The virtue of that debate is that, in my view, if the constitution were changed tomorrow along the lines that the panel recommended, the extension you could have of this bill to rely on the existing races power could be possible under that power. If it were able to draw support from that amended power recommended by the panel, I think that would make it an appropriate present-day use of what we have, which is the races power. I can go into a bit more detail about that, but that would be the third option that I think is worth considering in this context.

Senator SMITH: I have a couple of general queries. In the Australian newspaper, the minister has remarked that forcing petrol station owners to sell Opal would be a 'legal minefield'. Based on your research and the submission that you have provided to us, do you think there is any basis for the minister's comment?

Mr Brennan : I do not know what lies behind the minister's view. Obviously the Commonwealth has been a driving force in the successful rollout of Opal to date. It has the benefit of resorting to expert Commonwealth legal advice. Obviously I have not seen that advice. I can only comment on the face of the bill that I have seen to the extent of my own expertise.

What I say about the bill is that it seems to me to have a range of features that make it legally sound. It is subjected to periodic review. All of the ministerial discretions that are created under the bill refer back to the key object of the bill, which is to reduce the harm from petrol sniffing. So I think the discretions that are created are controlled.
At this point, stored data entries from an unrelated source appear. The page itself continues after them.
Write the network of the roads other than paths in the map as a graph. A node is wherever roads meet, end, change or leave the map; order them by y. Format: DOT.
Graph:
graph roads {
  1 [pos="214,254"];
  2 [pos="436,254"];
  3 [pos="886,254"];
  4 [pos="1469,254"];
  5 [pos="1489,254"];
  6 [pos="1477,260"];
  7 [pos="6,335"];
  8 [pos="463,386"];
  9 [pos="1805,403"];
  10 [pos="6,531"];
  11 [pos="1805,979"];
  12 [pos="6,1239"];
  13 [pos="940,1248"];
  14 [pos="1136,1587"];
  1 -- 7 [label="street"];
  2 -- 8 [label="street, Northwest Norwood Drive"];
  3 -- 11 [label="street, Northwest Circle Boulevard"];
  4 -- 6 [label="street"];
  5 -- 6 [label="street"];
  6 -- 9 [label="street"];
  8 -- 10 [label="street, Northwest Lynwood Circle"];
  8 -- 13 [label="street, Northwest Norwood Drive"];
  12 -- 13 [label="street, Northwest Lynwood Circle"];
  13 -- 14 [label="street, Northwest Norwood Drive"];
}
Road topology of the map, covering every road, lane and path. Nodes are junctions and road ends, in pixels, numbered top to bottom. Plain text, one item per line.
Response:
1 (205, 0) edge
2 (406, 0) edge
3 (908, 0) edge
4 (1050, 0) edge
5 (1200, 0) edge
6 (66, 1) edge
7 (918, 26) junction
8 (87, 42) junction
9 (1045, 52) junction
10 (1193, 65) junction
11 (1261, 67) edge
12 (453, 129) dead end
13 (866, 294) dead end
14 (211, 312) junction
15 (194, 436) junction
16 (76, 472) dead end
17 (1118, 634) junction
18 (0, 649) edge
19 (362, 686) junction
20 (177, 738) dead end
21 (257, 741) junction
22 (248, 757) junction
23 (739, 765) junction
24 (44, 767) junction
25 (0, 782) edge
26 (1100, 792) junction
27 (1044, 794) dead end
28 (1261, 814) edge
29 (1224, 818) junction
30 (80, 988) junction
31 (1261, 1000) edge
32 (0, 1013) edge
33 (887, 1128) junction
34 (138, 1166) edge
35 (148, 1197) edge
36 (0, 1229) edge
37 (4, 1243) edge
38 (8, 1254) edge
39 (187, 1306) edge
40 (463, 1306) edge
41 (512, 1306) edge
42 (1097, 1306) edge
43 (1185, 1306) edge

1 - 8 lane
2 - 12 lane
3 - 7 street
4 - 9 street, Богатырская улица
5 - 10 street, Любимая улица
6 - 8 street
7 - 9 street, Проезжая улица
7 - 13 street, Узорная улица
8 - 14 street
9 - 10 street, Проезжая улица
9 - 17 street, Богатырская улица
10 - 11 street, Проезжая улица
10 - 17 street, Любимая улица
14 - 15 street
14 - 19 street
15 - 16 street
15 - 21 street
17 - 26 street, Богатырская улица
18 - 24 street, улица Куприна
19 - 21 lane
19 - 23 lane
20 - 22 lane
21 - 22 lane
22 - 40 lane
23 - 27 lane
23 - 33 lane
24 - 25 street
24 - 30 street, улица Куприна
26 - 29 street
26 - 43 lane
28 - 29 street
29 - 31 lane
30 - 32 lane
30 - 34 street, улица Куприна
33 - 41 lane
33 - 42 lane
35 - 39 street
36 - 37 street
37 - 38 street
There is a requirement to consult with the community before the minister takes the key decisions—for example to determine that an area is a low-aromatic fuel area or a fuel control area. The act preserves compatible state and territory legislation. I understand that Minister Snowdon has been very frustrated about the holdouts as well, and he said some pretty strong things about that in public as well. I understand the negotiations have gone on for years with retailers who will not cooperate. Also, it is easy to understand that in a federal system, where so much has been achieved to date under a cooperative way of working—with states and territories, with retailers, with communities—there is a lot of attractiveness to that approach. The legislation changes the tenor of things. But I guess we have reached this point and the question is: what to do about the outlets which are resisting the introduction of Opal fuel?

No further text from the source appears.